What to produce> The answer must consist of every line below that holds the word "main".
● ● ● ●
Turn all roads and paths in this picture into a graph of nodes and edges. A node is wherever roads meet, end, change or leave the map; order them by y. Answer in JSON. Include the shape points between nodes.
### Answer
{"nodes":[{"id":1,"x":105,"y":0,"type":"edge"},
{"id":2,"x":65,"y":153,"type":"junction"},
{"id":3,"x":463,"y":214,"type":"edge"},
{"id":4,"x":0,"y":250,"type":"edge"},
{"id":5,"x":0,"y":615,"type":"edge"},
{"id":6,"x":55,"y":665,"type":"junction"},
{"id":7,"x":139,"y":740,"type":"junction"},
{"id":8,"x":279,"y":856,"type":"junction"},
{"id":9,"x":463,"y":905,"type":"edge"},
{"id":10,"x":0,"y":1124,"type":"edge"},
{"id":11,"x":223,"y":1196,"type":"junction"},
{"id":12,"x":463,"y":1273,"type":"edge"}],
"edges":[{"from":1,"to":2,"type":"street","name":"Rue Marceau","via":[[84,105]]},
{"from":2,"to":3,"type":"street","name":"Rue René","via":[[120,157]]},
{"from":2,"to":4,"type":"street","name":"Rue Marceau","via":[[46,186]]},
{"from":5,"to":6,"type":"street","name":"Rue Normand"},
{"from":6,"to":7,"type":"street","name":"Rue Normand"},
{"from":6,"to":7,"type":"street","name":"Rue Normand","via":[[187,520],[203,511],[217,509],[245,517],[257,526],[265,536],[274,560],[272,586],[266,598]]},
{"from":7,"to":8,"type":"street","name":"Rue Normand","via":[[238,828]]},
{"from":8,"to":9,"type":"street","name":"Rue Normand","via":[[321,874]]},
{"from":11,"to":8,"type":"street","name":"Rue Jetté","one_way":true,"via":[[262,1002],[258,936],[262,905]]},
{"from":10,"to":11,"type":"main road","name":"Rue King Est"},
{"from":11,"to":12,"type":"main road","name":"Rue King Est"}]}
● ● ● ●
Exercise output>
{"from":10,"to":11,"type":"main road","name":"Rue King Est"},
{"from":11,"to":12,"type":"main road","name":"Rue King Est"}]}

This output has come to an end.